How it Works

Imagine if you could run Python code everywhere. Python is an incredibly simple and mature language. But because it requires an interpreter, it either cannot run natively cross-platform; or it incurs a significant performance cost compared to languages that are “closer to hardware”.

We are on a mission to build a world where to get the performance benefits thereof.

Muna works by lowering your Python code to native code. The benefit is that developers can think and write code in a high-level language, but still get the raw performance of a low-level language.

Symbolic Tracing

Our compiler begins by building an intermediate representation (IR) of your Python function using a combination of static analysis and symbolic tracing. We use PEP 523 to hook into a sandboxed Python interpreter before executing your function. We can then build a trace of every operation that happened within your function.

PEP 523 also forms the foundation of torch.compile in PyTorch 2.0. In fact, this is what spurred initial development of Muna. Read the paper.

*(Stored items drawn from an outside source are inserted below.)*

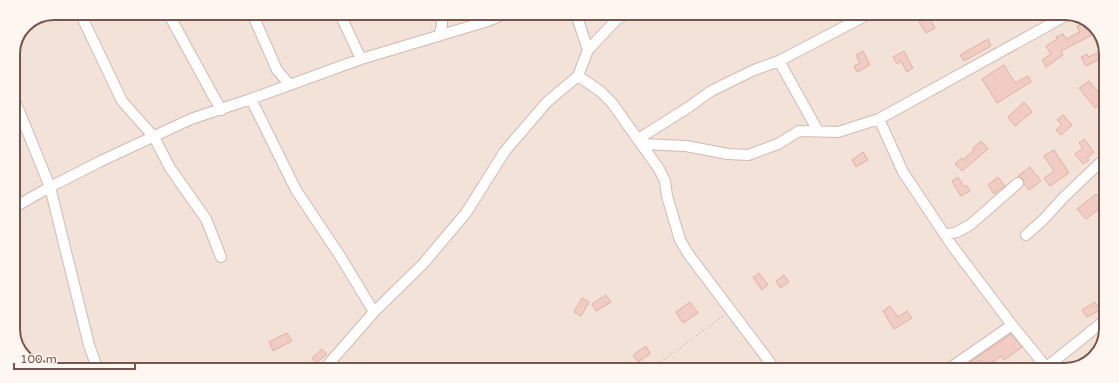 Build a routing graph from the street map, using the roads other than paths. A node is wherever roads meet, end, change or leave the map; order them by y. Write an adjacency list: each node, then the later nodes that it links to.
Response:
1 (83, 20): 22 (street)
2 (172, 20): 18 (street)
3 (255, 20): 16 (street)
4 (343, 20): 13 (street)
5 (442, 20): 11 (street)
6 (490, 20): 11 (street)
7 (578, 20): 12 (street)
8 (616, 20): 12 (street)
9 (857, 20): 14 (street)
10 (1058, 20): 20 (street)
11 (439, 36): 13 (street)
12 (588, 50): 15 (street)
13 (361, 59): 16 (street)
14 (779, 61): 21 (street); 23 (street)
15 (578, 76): 23 (street); 31 (street)
16 (290, 85): 17 (street)
17 (251, 100): 18 (street); 31 (street)
18 (220, 110): 22 (street)
19 (20, 113): 26 (street)
20 (879, 119): 21 (street); 28 (street)
21 (818, 131): 23 (street)
22 (154, 137): 26 (street); 30 (street)
23 (640, 141): 36 (street)
24 (1099, 164): 29 (street)
25 (1018, 183): 28 (street)
26 (50, 187): 27 (street); 34 (street)
27 (20, 204)
28 (945, 234): 32 (street)
29 (1026, 235)
30 (221, 257)
31 (374, 312): 35 (street)
32 (1012, 325): 37 (street); 38 (street)
33 (1099, 325): 39 (street)
34 (95, 363)
35 (328, 363)
36 (770, 363)
37 (957, 363)
38 (1040, 363)
39 (1052, 363)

For example, consider the following function which classifies an image:

classifier.py

from muna import compile, Sandbox
from PIL import Image
from torchvision.models import mobilenet_v2, MobileNet_V2_Weights
from typing import Tuple

# Create MobileNet model
weights = MobileNet_V2_Weights.DEFAULT
model = mobilenet_v2(weights=weights).eval()
preprocess = weights.transforms()
labels = weights.meta["categories"]

# Define predictor
@compile(
    tag="@vision-co/image-classifier",
    description="Classify an image using the MobileNet v2 model.",
    sandbox=Sandbox().pip_install("torch", "torchvision")
)
def predict(image: Image.Image) -> Tuple[str, float]:
    batch = preprocess(image)[None]
    logits = model(batch).squeeze(0).softmax(0)
    class_id = logits.argmax().item()
    score = logits[class_id].item()
    label = labels[class_id]
    return label, score

The symbolic tracer generates a graph that looks like the following:

type           name                 target                                         args
-------------  -------------------  ---------------------------------------------  -------------------------------------------------------------------
input          image                image                                          ()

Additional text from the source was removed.